Saturday, July 2, 2011

Self-Promotion

Warning: This posting consists of self-promotion. If that offends you, please stop reading now and bide your time until the next posting.

I’m pleased to announce that my essay titled “Daniel Weisiger Adams: Defender of the Confederacy’s Heartland” is included in Confederate Generals in the Western Theater: Essays on America’s Civil War edited by Lawrence Lee Hewitt and Arthur W. Bergeron, Jr. and published by The University of Tennessee Press. Lest you think that I have drifted off the topic of this blog, well, not quite. Brigadier General Adams did serve in the Western Theater, but he did command a fine Louisiana brigade for over a year.

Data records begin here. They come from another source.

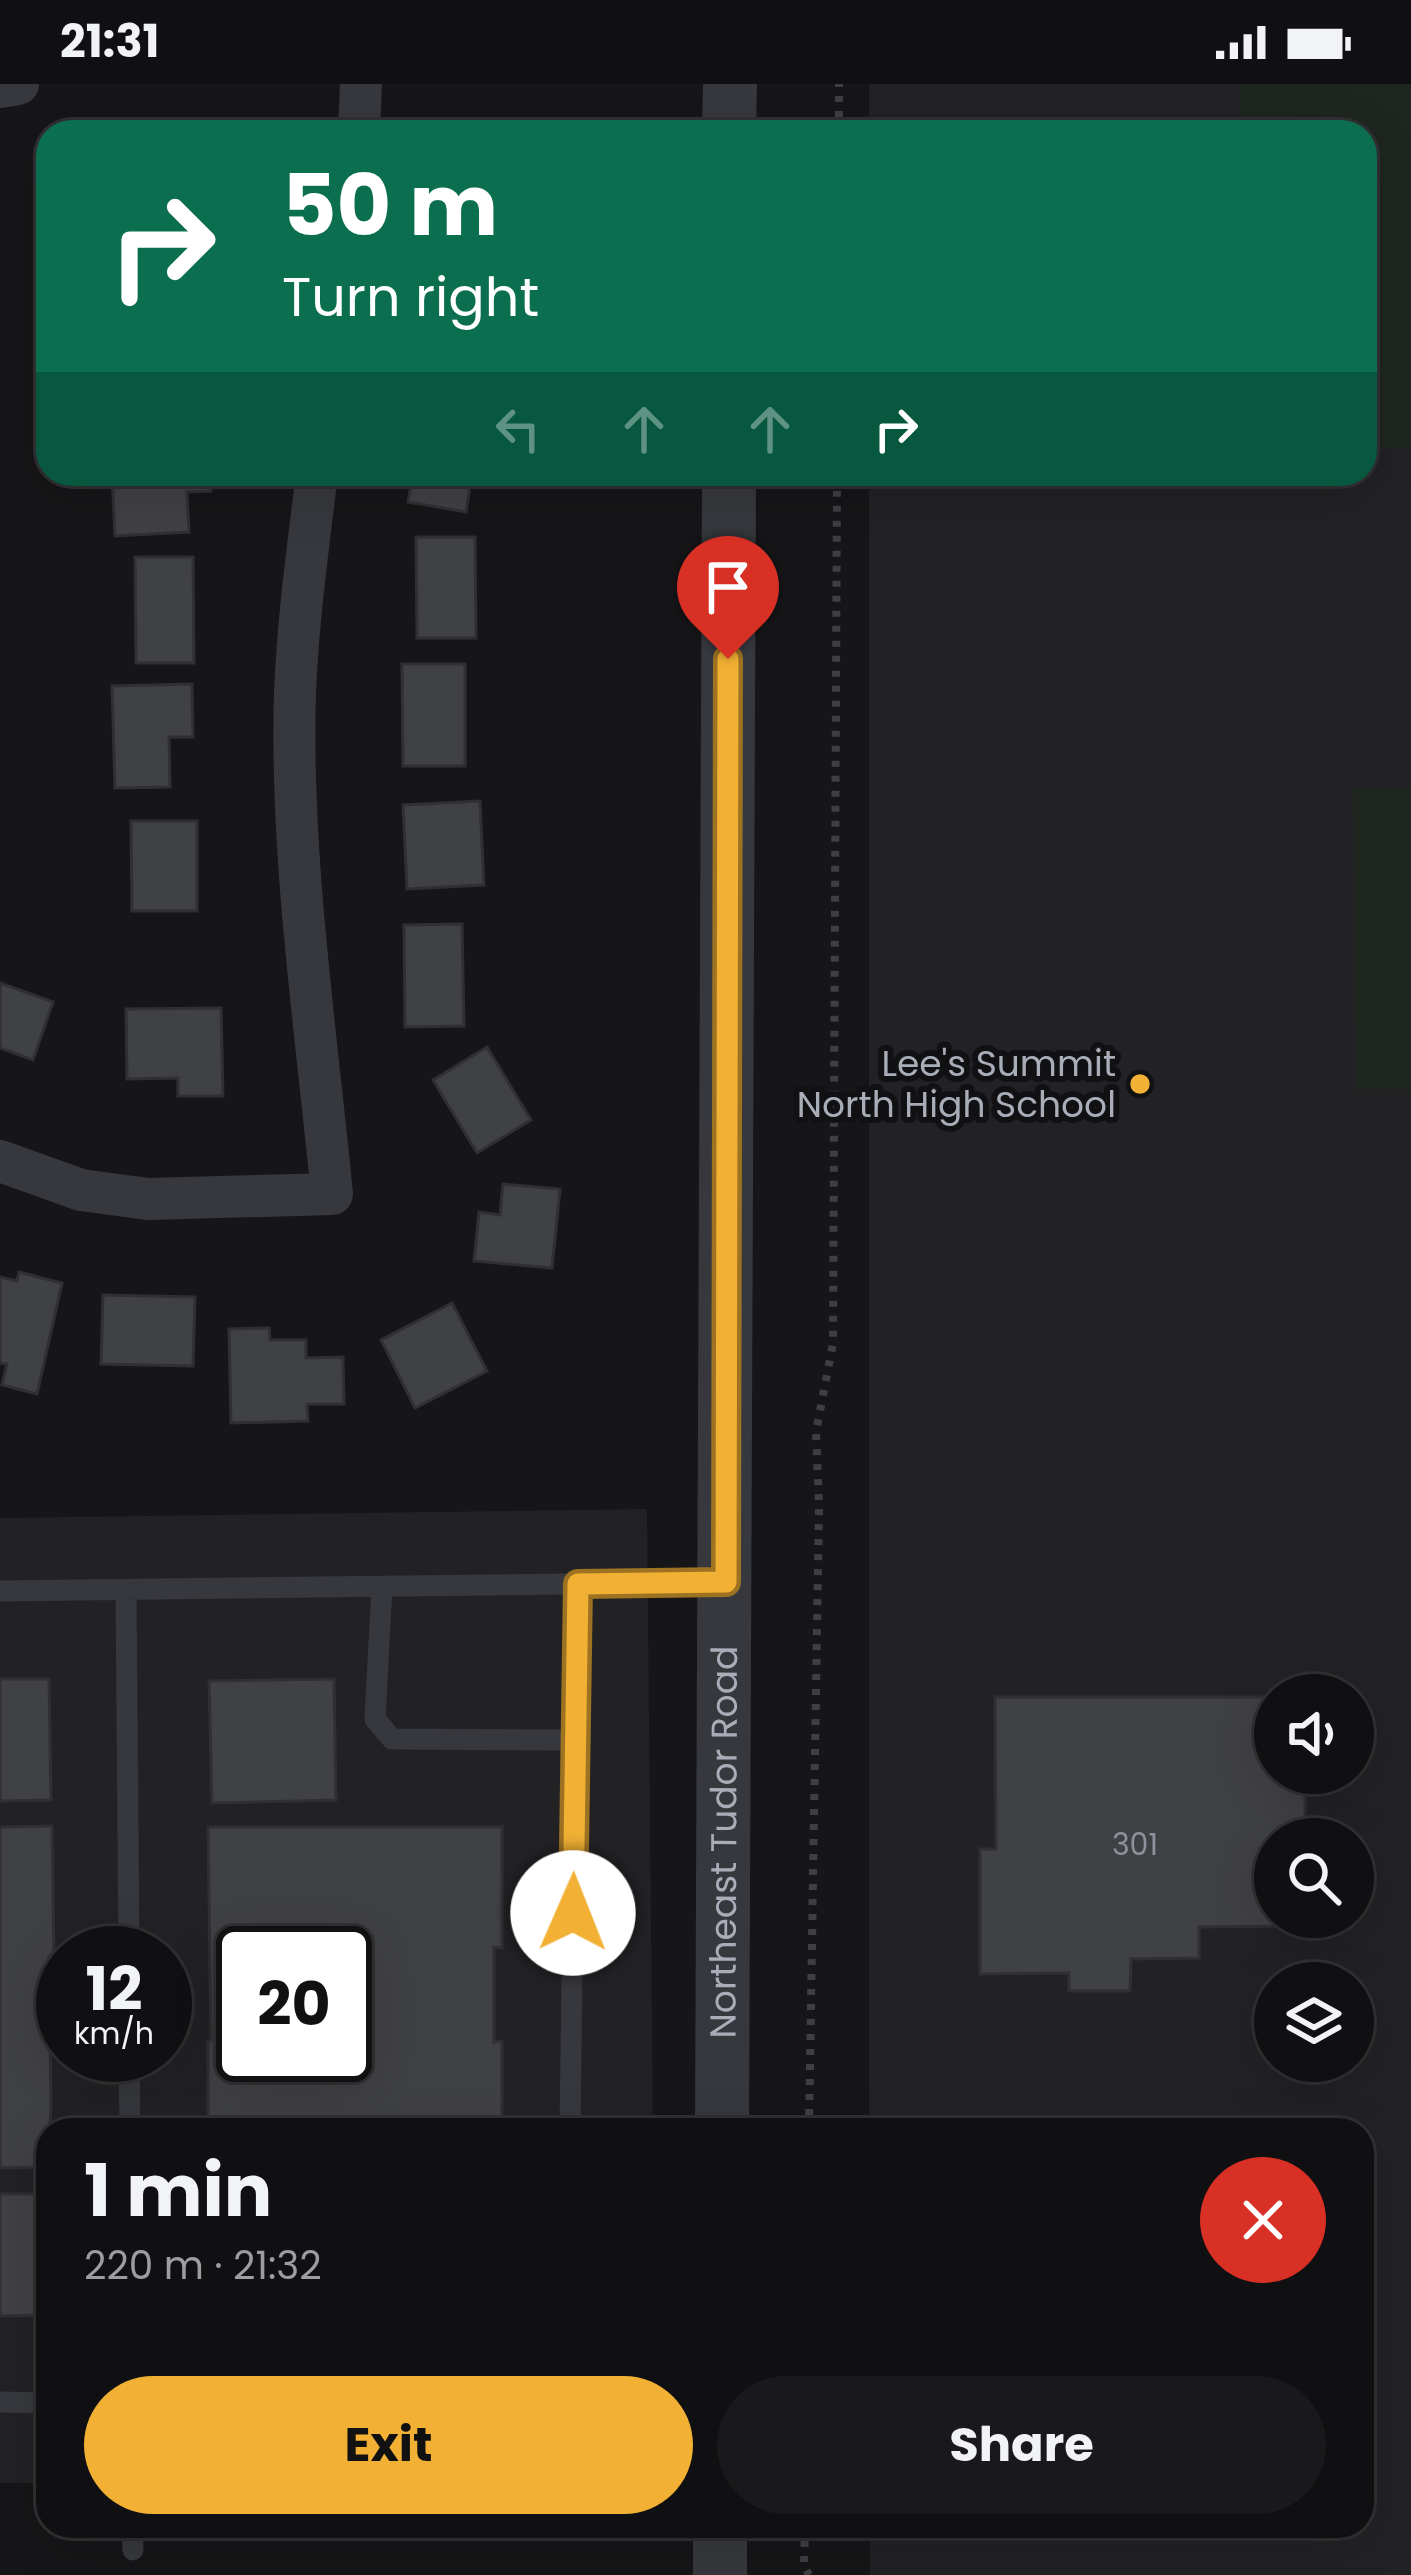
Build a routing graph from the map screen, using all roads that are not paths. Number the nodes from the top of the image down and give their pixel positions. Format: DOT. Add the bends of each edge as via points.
graph roads {
  1 [pos="18,84"];
  2 [pos="361,84"];
  3 [pos="730,84"];
  4 [pos="0,87"];
  5 [pos="360,120"];
  6 [pos="729,120"];
  7 [pos="315,486"];
  8 [pos="729,486"];
  9 [pos="0,1161"];
  10 [pos="726,1582"];
  11 [pos="578,1584"];
  12 [pos="382,1586"];
  13 [pos="126,1590"];
  14 [pos="0,1591"];
  15 [pos="575,1740"];
  16 [pos="129,1926"];
  17 [pos="129,2082"];
  18 [pos="130,2118"];
  19 [pos="570,2118"];
  20 [pos="722,2118"];
  21 [pos="0,2402"];
  22 [pos="36,2403"];
  23 [pos="133,2538"];
  24 [pos="720,2538"];
  25 [pos="133,2550"];
  26 [pos="720,2575"];
  1 -- 4 [label="street"];
  2 -- 5 [label="street"];
  3 -- 6 [label="street"];
  7 -- 9 [label="street" via="295,693 296,793 332,1194 148,1199 81,1190"];
  8 -- 10 [label="street, Northeast Tudor Road"];
  10 -- 11 [label="lane"];
  10 -- 20 [label="street, Northeast Tudor Road"];
  11 -- 12 [label="lane"];
  11 -- 15 [label="lane"];
  12 -- 13 [label="lane"];
  12 -- 15 [label="lane" via="375,1719 392,1739"];
  13 -- 14 [label="lane"];
  13 -- 16 [label="lane"];
  15 -- 19 [label="lane"];
  17 -- 18 [label="lane"];
  21 -- 22 [label="lane"];
  23 -- 25 [label="lane"];
  24 -- 26 [label="street"];
}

Regrettably, there are limited primary accounts relating to Adams, but isn’t that the case for all too many Civil War participants? Researching and writing the piece about Adams was a fun project; he was an interesting and rather fiery gentleman. I admired the pluckiness of a man who had the nerve to mount the defensive works at Jackson, Mississippi, and fire two musket shots at the enemy.

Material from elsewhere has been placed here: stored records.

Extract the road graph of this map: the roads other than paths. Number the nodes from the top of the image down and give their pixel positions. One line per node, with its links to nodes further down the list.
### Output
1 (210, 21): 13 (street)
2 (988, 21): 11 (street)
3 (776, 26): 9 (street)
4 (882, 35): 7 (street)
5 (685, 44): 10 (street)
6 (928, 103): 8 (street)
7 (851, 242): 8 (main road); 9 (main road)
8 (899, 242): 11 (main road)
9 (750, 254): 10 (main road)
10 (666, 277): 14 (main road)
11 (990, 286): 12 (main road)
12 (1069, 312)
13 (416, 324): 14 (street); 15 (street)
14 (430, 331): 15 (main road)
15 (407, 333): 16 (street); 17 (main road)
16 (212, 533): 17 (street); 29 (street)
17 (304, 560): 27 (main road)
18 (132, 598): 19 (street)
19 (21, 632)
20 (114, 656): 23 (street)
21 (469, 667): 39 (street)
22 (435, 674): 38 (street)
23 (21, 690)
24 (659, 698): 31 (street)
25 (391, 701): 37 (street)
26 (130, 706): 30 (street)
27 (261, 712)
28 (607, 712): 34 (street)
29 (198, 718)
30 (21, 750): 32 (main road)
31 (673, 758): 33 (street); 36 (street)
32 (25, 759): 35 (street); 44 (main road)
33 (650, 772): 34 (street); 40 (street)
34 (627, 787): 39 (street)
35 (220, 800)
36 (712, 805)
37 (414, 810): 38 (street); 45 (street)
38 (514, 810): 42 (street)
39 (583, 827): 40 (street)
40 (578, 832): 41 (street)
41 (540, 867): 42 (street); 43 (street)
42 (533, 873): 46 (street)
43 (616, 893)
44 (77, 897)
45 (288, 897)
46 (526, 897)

My essay is illustrated with five maps drawn by Stuart Salling, the author of Louisianians in the Western Confederacy: The Adams-Gibson Brigade in the Civil War (Jefferson, NC: McFarland & Company, Inc., 2010). Stuart’s blog, Louisiana in the Civil War is one I read regularly, and I encourage you to check it out if you haven’t done so.

There are nine other essays in the book featuring well-known individuals such as Leonidas Polk and Albert Sidney Johnston but also some lesser known generals such as Martin Luther Smith, Joseph Finegan, and Hiram Bronson Granbury.